ASHINGTON, July 19 - The Justice Department is planning to rush to the Supreme Court in a matter of days to try to salvage the guidelines that control federal criminal sentences, now under siege in many courts.

Under the plan under discussion among lawyers and the court, the court could hear the dispute early in its new term, which starts Oct. 4. At the core of the matter is the rapid demise of the federal sentencing rules - a direct result of its own 5-to-4 ruling less than four weeks ago.

Paul D. Clement, the acting United States solicitor general, has approved taking two cases swiftly to the Supreme Court, according to a Justice Department official who spoke on the condition of anonymity. One would be a direct appeal from a ruling by a federal trial judge in Portland, Me., bypassing the federal appeals court in Boston. The other would be a regular appeal from a decision by a federal appeals court in Chicago.

The appeals will be filed soon, the official said, and the court will be asked to approve review on an expedited schedule. The court will decide whether to hear one or both of the cases, and whether to hear them separately or together. Both cases will focus on a critical issue now occupying federal courts: the constitutionality of the federal sentencing guidelines.

The justices are in recess until mid-September, but they are expected to act on the appeals through a telephone conference call.
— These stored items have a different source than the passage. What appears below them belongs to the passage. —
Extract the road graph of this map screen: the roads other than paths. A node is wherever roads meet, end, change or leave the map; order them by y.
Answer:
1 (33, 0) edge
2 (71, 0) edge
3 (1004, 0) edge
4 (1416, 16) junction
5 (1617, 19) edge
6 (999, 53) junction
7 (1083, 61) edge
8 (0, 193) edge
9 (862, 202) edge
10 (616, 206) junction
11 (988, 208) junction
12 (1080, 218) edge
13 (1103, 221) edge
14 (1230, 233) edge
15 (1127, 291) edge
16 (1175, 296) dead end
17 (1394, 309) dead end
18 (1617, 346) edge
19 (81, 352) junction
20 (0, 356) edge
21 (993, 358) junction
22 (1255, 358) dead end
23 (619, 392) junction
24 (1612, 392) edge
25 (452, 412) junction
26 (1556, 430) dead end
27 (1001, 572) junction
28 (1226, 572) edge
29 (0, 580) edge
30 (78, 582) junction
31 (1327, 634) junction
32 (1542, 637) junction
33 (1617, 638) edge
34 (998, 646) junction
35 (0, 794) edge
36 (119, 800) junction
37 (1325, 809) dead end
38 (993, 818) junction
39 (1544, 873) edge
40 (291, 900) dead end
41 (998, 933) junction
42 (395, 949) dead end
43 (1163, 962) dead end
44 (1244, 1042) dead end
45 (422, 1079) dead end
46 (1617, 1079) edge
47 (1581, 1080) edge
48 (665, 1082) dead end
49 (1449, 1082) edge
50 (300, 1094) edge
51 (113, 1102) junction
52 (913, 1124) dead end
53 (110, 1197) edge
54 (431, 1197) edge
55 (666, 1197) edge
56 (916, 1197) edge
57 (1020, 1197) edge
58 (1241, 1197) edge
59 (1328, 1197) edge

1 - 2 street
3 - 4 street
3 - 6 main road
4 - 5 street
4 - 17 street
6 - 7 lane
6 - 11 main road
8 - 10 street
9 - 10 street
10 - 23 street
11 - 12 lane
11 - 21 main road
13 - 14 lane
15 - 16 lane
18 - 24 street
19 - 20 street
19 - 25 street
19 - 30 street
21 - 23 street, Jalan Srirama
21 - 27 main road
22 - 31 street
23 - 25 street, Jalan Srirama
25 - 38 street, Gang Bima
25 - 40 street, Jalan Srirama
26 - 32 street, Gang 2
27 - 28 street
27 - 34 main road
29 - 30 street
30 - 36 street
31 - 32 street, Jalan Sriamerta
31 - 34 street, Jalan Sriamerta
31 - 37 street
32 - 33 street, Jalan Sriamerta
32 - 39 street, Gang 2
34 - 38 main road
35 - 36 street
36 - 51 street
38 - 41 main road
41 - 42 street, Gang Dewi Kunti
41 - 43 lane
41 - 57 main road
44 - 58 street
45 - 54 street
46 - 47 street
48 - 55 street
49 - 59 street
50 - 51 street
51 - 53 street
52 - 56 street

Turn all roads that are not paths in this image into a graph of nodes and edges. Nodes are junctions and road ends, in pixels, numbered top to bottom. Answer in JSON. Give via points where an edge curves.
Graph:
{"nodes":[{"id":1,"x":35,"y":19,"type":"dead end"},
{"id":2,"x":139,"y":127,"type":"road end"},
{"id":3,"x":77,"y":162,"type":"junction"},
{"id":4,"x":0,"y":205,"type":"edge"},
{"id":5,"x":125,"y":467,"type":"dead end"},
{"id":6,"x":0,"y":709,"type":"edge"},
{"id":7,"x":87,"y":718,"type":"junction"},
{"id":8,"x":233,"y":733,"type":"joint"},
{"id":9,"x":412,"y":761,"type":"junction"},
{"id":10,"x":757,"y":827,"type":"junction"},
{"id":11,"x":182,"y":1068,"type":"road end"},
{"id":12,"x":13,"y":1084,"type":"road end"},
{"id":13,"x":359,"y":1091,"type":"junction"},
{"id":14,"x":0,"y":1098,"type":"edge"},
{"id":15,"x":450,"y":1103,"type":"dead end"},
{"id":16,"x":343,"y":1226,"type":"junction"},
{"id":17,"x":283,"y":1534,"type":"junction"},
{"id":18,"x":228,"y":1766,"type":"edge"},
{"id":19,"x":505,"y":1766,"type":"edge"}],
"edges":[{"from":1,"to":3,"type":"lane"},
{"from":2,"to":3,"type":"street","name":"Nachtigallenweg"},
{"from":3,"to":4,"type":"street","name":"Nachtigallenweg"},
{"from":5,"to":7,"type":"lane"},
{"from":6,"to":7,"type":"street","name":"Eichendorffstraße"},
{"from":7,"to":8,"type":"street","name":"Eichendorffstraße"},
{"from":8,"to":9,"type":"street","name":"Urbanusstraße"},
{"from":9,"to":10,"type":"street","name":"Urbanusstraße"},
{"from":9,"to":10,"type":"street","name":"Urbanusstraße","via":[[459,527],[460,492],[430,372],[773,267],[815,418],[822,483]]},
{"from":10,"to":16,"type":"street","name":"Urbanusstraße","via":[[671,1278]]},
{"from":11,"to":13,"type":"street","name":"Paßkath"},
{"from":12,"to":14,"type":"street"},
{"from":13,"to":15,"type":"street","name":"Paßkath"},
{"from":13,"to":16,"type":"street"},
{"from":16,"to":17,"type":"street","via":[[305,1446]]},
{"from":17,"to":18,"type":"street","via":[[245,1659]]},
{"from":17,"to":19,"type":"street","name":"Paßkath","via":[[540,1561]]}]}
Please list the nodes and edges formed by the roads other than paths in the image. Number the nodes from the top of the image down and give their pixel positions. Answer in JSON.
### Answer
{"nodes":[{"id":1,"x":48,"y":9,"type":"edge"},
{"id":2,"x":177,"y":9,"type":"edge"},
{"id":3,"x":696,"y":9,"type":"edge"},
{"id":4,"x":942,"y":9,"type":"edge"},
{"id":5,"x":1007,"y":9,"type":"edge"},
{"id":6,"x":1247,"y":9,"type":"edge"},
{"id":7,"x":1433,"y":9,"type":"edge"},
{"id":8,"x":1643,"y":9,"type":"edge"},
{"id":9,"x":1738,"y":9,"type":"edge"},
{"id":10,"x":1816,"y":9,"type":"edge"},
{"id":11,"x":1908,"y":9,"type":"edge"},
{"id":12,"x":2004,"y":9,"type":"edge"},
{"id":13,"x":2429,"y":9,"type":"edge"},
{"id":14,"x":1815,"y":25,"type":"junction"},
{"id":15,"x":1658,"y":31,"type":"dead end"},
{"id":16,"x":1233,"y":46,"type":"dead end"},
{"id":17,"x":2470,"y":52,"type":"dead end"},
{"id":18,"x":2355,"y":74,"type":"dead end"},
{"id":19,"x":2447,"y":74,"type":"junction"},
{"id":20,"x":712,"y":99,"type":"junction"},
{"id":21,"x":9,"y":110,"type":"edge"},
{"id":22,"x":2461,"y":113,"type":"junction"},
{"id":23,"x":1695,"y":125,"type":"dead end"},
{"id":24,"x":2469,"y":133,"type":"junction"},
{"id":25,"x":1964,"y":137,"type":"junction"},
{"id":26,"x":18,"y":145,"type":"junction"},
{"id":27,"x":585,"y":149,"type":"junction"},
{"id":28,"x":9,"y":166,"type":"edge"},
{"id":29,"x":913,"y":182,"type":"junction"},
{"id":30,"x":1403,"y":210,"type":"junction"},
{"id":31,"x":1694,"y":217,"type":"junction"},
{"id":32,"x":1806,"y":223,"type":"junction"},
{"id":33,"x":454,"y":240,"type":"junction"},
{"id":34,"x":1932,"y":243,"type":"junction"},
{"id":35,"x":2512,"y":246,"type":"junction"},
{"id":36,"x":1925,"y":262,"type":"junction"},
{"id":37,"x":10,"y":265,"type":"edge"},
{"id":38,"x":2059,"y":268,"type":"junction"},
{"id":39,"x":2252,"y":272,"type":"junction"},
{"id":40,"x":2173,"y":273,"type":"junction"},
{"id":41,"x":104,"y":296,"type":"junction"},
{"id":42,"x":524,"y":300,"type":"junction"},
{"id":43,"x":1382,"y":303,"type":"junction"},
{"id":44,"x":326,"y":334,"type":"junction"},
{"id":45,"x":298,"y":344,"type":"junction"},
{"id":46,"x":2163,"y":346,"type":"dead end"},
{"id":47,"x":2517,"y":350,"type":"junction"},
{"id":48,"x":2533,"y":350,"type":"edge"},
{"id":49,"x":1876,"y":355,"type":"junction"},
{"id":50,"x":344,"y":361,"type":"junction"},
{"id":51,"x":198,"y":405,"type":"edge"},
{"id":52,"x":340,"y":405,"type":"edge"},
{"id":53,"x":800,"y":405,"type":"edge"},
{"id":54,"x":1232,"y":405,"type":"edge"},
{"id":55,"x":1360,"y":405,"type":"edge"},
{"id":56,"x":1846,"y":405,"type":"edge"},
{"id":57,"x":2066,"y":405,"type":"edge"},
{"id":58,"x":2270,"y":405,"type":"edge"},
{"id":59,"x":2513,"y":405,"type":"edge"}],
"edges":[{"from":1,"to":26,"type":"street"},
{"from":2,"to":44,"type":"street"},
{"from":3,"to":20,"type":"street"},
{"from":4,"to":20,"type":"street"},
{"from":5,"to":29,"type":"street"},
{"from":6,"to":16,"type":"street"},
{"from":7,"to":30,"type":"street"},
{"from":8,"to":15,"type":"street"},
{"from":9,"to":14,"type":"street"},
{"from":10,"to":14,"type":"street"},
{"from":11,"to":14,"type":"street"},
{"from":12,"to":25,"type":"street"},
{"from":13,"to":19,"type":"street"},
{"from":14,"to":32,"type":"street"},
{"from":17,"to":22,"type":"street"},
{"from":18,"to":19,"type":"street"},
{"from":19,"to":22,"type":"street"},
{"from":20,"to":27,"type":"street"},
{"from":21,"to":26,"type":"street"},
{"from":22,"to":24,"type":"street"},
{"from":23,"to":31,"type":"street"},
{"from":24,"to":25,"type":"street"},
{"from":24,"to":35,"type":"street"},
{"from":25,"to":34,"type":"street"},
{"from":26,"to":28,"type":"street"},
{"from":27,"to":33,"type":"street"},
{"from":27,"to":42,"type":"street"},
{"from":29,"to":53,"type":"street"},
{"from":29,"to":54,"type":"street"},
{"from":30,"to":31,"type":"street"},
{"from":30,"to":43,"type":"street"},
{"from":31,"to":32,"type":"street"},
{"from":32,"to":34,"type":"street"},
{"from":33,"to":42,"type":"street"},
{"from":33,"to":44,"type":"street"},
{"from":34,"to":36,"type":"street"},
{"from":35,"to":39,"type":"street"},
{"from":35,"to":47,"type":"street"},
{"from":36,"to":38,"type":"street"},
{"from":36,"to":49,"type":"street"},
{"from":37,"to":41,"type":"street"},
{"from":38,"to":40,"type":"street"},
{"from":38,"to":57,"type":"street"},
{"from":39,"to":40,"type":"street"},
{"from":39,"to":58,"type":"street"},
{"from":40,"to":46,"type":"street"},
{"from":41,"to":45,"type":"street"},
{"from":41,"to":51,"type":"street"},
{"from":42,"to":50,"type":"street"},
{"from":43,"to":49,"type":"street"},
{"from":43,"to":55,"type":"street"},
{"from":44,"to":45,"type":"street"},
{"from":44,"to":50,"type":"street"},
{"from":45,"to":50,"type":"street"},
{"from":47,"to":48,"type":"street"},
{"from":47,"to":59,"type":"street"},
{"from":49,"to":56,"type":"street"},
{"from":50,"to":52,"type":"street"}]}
"The government is looking for cases that present the best scenario" for testing the guidelines' validity, said Rosemary Curran Scapicchio, a Boston lawyer who represents a man in one of the cases that the Justice Department will be appealing. The man, Ducan Fanfan, 30, of Somerville, Mass., was convicted of cocaine trafficking. The government has appealed that case to the United States Court of Appeals for the First Circuit, in Boston, but will ask the Supreme Court to rule in advance of any decision by that lower court.

The concept behind federal and state sentencing guidelines is to standardize the process by which judges mete out punishment. Guidelines tell judges which factors can lead to a lighter sentence, like service to the community or cooperation with investigators, and which factors can lead to a more severe penalty, like the use of a gun during the crime or a lack of remorse.

The new constitutional challenges to the current federal guidelines arise out of the justices' ruling in the closing days of the last term, in the case of Blakely v. Washington. That decision struck down key parts of a state sentencing guidelines system, finding that it gave the judge discretion to increase a sentence based on facts that had not been established by a jury in a guilty verdict or by a guilty plea. The right to a jury trial, the majority said, does not allow a judge to increase a sentence based on factual findings made only by the judge.

Although the court majority insisted it was not ruling on the validity of the federal guidelines, since the case involved only a state law, the dissenters predicted that the federal system would fall next. In a dissenting opinion, Justice Sandra Day O'Connor said the decision "threatens an untold number of criminal judgments," perhaps undoing all criminal sentences imposed under federal or state guideline systems for at least the last four years.

In fact, the June 24 ruling cast into constitutional doubt the entire federal sentencing regimen that Congress mandated in 1984. Sentences are now generally lighter than they would have been under the federal guidelines, on the premise that the guidelines have been undercut by the court's decision last month.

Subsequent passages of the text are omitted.